大前の見事なファーストタッチゴールで2-1にまで迫られた事で、逆にシチュエーション的に選手交代はしやすくなった事実はあるにしろ、ここで大熊監督が下した羽生→松下、大黒→重松の交代は正しかったと思う。逆にヨングン大作戦は今までの大熊監督の悪い部分が出た采配だったけど、それは今回はご愛嬌。この試合における大熊監督の采配は素晴らしかった。ヨネを起用して勝ったことが全て。それが何より大きい。

もちろんヨネ自身も頑張った。長期離脱明けの復帰戦としては一番相応しくないコンディションであろうと、それに微塵もビビらずに、攻撃では長短のパスを、ピッチコンディションで精度を落とすこと無くスパスパと通し、守備では相手ボールホルダーへのチェック、よりさらに深くまで相手の身体をえぐり、ボールを奪い切る守備でドンドンと相手攻撃の芽を摘んだ。スタミナが空になっても、なったなりにすべき事をする姿は他の選手の模範にすらなるものだった。


あの日、小平で見たヨネは確かにまだまだだった。もうちょっと時間がかかる、これでは使い方が難しいというレベルでしかなかった。しかしそれ以降、TM筑波大戦では58分、TMジェフ千葉戦では90分フル、TM中大戦で45分と、他の選手よりも多く出場時間を割き、特別な調整でこの大一番に仕上げてきた。スタッフ陣の仕事の賜物であろうし、何よりヨネ自身が頑張ったということ。
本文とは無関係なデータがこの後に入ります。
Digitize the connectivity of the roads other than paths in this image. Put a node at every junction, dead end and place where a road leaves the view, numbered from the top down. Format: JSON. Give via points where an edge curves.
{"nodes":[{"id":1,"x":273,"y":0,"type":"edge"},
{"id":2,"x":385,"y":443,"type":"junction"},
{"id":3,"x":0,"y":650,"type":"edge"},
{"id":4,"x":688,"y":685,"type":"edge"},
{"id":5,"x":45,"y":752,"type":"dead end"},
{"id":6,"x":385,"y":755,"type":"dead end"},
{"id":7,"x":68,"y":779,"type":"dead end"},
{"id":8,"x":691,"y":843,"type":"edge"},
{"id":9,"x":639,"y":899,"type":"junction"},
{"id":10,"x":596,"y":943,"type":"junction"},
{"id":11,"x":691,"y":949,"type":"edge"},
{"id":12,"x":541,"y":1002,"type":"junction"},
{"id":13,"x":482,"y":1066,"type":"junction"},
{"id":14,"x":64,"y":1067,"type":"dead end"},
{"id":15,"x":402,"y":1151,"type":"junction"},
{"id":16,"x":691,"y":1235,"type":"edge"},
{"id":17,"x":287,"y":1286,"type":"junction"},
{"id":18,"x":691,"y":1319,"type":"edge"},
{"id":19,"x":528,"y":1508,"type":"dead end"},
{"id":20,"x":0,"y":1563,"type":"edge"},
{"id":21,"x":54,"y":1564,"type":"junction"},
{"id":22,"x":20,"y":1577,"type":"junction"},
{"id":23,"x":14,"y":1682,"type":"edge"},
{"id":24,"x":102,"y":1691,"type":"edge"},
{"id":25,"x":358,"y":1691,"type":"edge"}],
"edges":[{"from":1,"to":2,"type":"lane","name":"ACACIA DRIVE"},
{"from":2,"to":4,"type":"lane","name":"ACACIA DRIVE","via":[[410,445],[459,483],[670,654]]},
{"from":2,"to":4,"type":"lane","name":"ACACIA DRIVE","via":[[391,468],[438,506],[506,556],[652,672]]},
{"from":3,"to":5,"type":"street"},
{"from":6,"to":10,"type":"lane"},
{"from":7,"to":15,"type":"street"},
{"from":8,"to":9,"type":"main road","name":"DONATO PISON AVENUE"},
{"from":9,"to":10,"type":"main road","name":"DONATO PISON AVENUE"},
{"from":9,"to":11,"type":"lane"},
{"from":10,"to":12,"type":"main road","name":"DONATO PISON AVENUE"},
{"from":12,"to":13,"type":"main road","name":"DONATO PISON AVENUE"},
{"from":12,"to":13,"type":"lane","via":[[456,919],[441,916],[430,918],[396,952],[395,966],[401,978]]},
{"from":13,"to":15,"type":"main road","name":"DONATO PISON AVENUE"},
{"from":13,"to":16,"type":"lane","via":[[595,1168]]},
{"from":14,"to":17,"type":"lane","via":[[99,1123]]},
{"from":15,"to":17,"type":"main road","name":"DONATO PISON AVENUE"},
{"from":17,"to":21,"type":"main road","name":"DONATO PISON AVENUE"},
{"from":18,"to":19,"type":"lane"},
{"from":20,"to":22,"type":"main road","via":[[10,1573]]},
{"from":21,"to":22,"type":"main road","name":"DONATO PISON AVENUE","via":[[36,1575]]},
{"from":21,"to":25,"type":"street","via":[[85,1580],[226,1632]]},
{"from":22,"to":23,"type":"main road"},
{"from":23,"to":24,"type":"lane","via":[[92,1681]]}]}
そうして掴んだ大博打の報酬は、勝ち点3に帯封が付いた特別仕様。ヨネのシャーで誰もが涙を流し、しかしその涙を拭えば、目指すべき未来が見えた。起爆剤が炸裂し、もやが晴れた。

残留に向けての未来が明らかになった以上、やるべきことはハッキリする。これからヨングンが抜け、まず梶山が累積で出られなくなり、ヨネの反動も睨みながら(今週のTM長野パルセイロ戦は34分の出場に留めた)迎える次のガンバ戦こそが重要。2枚目のカードを炸裂しそこねたのは、その次の仙台戦のせい。選手スタッフもそうだが、サポも風船を割るだなんていう糞みたいな行動を取っている様では同罪だ。

当然、同じことを次してはいけない。選手は選手で、スタッフはスタッフで、そして、我々は我々で。やれることはしなくちゃいけない。1失点されたくらいで溜息ついてるヒマなんて無いんだ。

やれることをやる。やるべきことをやる。その上で、「相手の嫌がることをやる」。大熊イズムで、目指すは先は残留ただひとつ。その道は、ヨネが照らしてくれた。あとは我々が、胸張って、堂々と、戦うだけだ。